Sega-Aktien brechen ein
Börse Tokio schliesst im US-Sog schwächer

Die Börse Tokio hat am Freitag den stärksten Kursrückgang seit zwei Wochen verzeichnet. Händler sagten, im Sog der kräftigen Gewinnmitnahmen an der Wall Street habe auch der 225 führende Werte umfassende Nikkei Index den Rückzug angetreten. Er büsste 2,57 Prozent auf 8690,77 Zähler ein. Der kapitalgewichtete Topix-Index sank um 2,05 Prozent auf 862,49 Punkte.

Reuters TOKIO. Nach der jüngsten Erholung der US-Hochtechnologiewerte sei es nun zu Gewinnmitnahmen gekommen, sagte ein Händler. Dies wiederum habe auch den japanischen Branchenvertretern zugesetzt. So litten die Aktien der weltweiten Nummer eins der Unterhaltungselektronik Sony unter Abgaben und schlossen 2,4 Prozent tiefer mit 5190 Yen.

Die Aktien des Spielekonsolen-Herstellers Sega verzeichneten einen Einbruch von 16,5 Prozent auf 1012 Yen. Die Titel waren bereits am Vortag nach einer Gewinnwarnung des Unternehmens massiv eingebrochen.

Die Aktien der Mobiltelefongesellschaft NTT DoCoMo sanken 5,8 Prozent auf 227.000 Yen. der Konzern hatte am Vorabend über einen Gewinneinbruch informiert und die Ertragsprognose reduziert.

Erneut Sorgen um die Banken

Erneut aufflackernde Sorgen im Zusammenhang mit dem Berg an notleidenden Krediten, deren Bewältigung das japanische Bankensystem belasten, drückten auf die Finanzwerte. Die Investoren zweifelten, ob die Massnahmen der Regierung greifen und damit auch die Deflation wirksam bekämpft werden kann, hiess es. "Was meiner Meinung nach den grössten Schatten wirft, ist die fehlende Visibilität an der politischen Front," sagte ein Analyst.

UFJ Holdings sackten gegen 8,7 Prozent auf 157.000 Yen ab.

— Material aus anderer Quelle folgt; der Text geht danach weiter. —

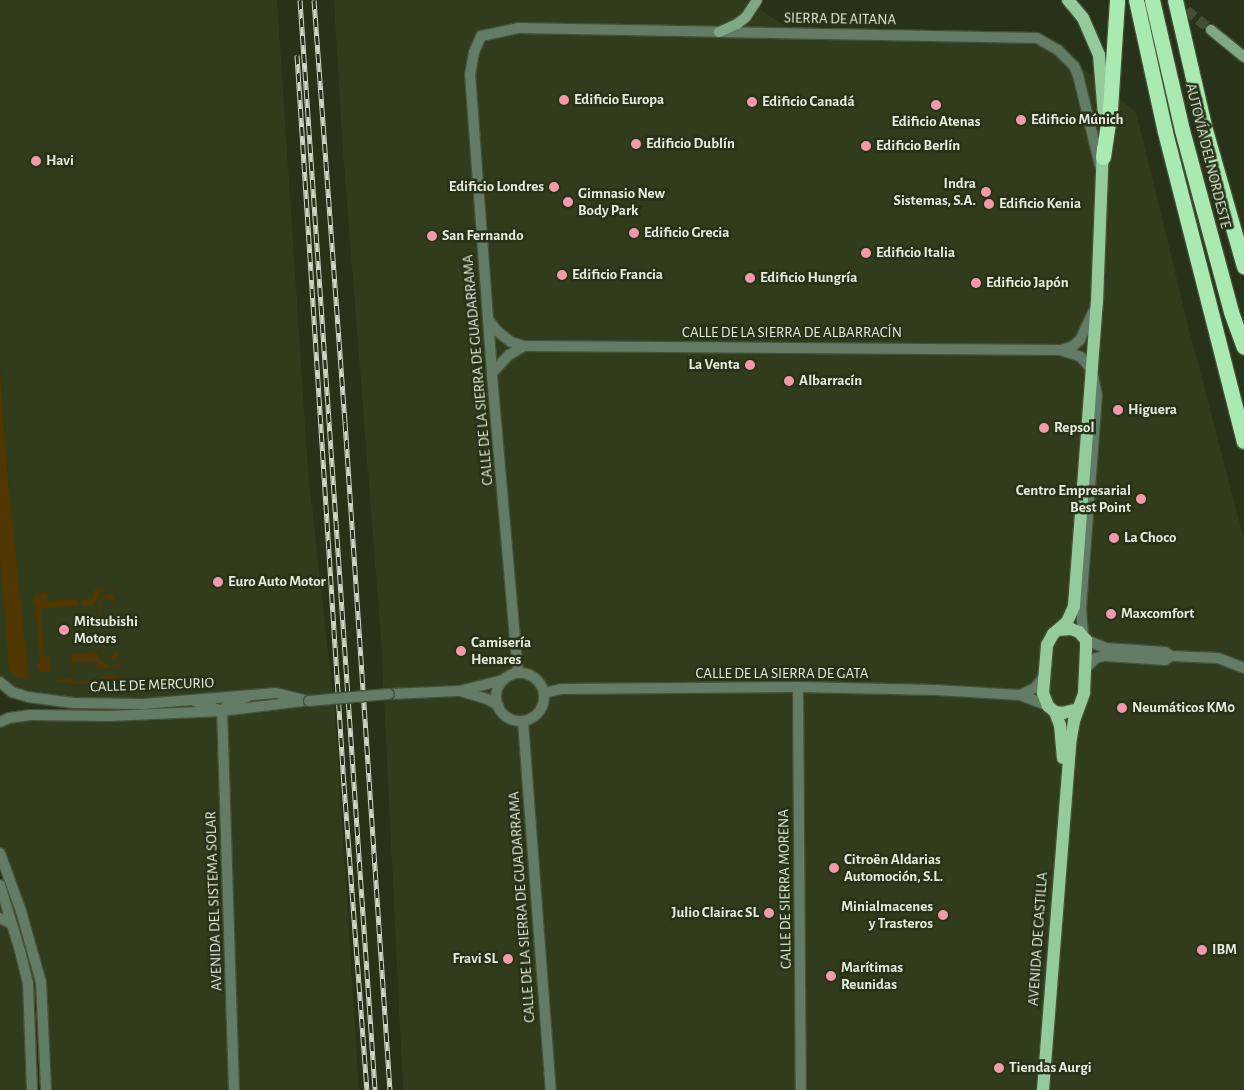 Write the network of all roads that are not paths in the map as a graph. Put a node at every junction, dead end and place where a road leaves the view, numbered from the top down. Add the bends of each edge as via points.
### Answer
1 (757, 0) edge
2 (1068, 0) edge
3 (1117, 0) edge
4 (1136, 0) edge
5 (1152, 0) edge
6 (1175, 0) edge
7 (1210, 30) tunnel mouth
8 (719, 32) junction
9 (481, 36) joint
10 (1244, 57) edge
11 (1103, 157) junction
12 (1102, 177) junction
13 (1244, 266) edge
14 (1097, 302) junction
15 (488, 319) junction
16 (524, 346) junction
17 (1244, 347) edge
18 (1060, 350) junction
19 (1092, 370) junction
20 (492, 373) junction
21 (1244, 441) edge
22 (1058, 630) junction
23 (1084, 638) junction
24 (1172, 656) junction
25 (1086, 668) junction
26 (1244, 668) edge
27 (518, 673) junction
28 (1044, 677) junction
29 (502, 680) junction
30 (0, 682) edge
31 (798, 687) junction
32 (459, 691) junction
33 (544, 693) junction
34 (250, 695) junction
35 (1020, 695) junction
36 (192, 700) junction
37 (309, 701) junction
38 (498, 705) junction
39 (1051, 709) junction
40 (1078, 709) junction
41 (222, 711) junction
42 (523, 721) junction
43 (0, 722) edge
44 (1066, 791) junction
45 (0, 853) edge
46 (0, 885) edge
47 (12, 887) junction
48 (2, 898) edge
49 (0, 918) edge
50 (12, 924) junction
51 (32, 1090) edge
52 (46, 1090) edge
53 (234, 1090) edge
54 (551, 1090) edge
55 (801, 1090) edge
56 (1043, 1090) edge

1 - 8 main road via 737,24
2 - 11 main road via 1083,18 1099,55
3 - 11 highway via 1110,109
4 - 21 highway via 1165,132
5 - 17 highway, AUTOVÍA DEL NORDESTE via 1185,140 1231,312
6 - 13 highway, AUTOVÍA DEL NORDESTE via 1204,126
7 - 10 main road
8 - 9 street, SIERRA DE AITANA via 518,28
8 - 12 street, SIERRA DE AITANA via 1037,38 1058,50 1074,66
9 - 15 street, CALLE DE LA SIERRA DE GUADARRAMA via 470,75
11 - 12 main road
12 - 14 main road
14 - 18 street via 1080,340
14 - 19 main road
15 - 16 street, CALLE DE LA SIERRA DE ALBARRACÍN via 511,342
15 - 20 street, CALLE DE LA SIERRA DE GUADARRAMA
16 - 18 street, CALLE DE LA SIERRA DE ALBARRACÍN
16 - 20 street via 509,355
18 - 19 street, CALLE DE LA SIERRA DE ALBARRACÍN via 1081,357
19 - 22 main road via 1074,606 1067,622
19 - 23 street via 1097,395 1081,607
20 - 27 street, CALLE DE LA SIERRA DE GUADARRAMA
22 - 23 main road via 1076,630
22 - 28 main road, AVENIDA DE CASTILLA via 1047,645
23 - 24 street via 1106,648 1165,652
23 - 25 main road, AVENIDA DE CASTILLA
24 - 25 street via 1165,660 1105,656 1096,658
24 - 26 street via 1218,658
25 - 40 main road, AVENIDA DE CASTILLA via 1084,693
27 - 29 street
27 - 33 street via 536,678
28 - 35 street via 1035,688
28 - 39 main road, AVENIDA DE CASTILLA via 1044,698
29 - 32 street
29 - 38 street via 496,695
30 - 36 street, CALLE DE MERCURIO via 12,692 28,698 74,703 142,704
31 - 33 street, CALLE DE LA SIERRA DE GATA via 561,689
31 - 35 street, CALLE DE LA SIERRA DE GATA
31 - 55 street, CALLE DE SIERRA MORENA
32 - 37 street, CALLE DE MERCURIO, bridge
32 - 38 street
33 - 42 street via 540,711
34 - 36 street, CALLE DE MERCURIO
34 - 37 street, CALLE DE MERCURIO via 276,694
34 - 41 street via 227,705
35 - 39 street, CALLE DE LA SIERRA DE GATA
36 - 41 street
37 - 41 street, CALLE DE MERCURIO
38 - 42 street via 502,713 513,720
39 - 40 main road via 1063,713
39 - 44 main road, AVENIDA DE CASTILLA via 1060,725
40 - 44 main road, AVENIDA DE CASTILLA via 1071,738
41 - 43 street, CALLE DE MERCURIO via 109,716 32,715
41 - 53 street, AVENIDA DEL SISTEMA SOLAR
42 - 54 street, CALLE DE LA SIERRA DE GUADARRAMA
44 - 56 main road, AVENIDA DE CASTILLA
45 - 47 street
46 - 48 street
47 - 48 street
47 - 52 street via 40,982
48 - 50 street
49 - 50 street
50 - 51 street via 28,984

Die Aktien der nach Bilanzsumme weltgrössten Bank Mizuho Holdings schlossen 7,7 Prozent tiefer mit 169.000 Yen. Die Aktien von Itochu, der Nummer drei unter den japanischen Handelshäusern, verloren sieben Prozent auf 252 Yen, nachdem das Unternehmen einen Gewinnrückgang um zwölf Prozent mitgeteilt hatte.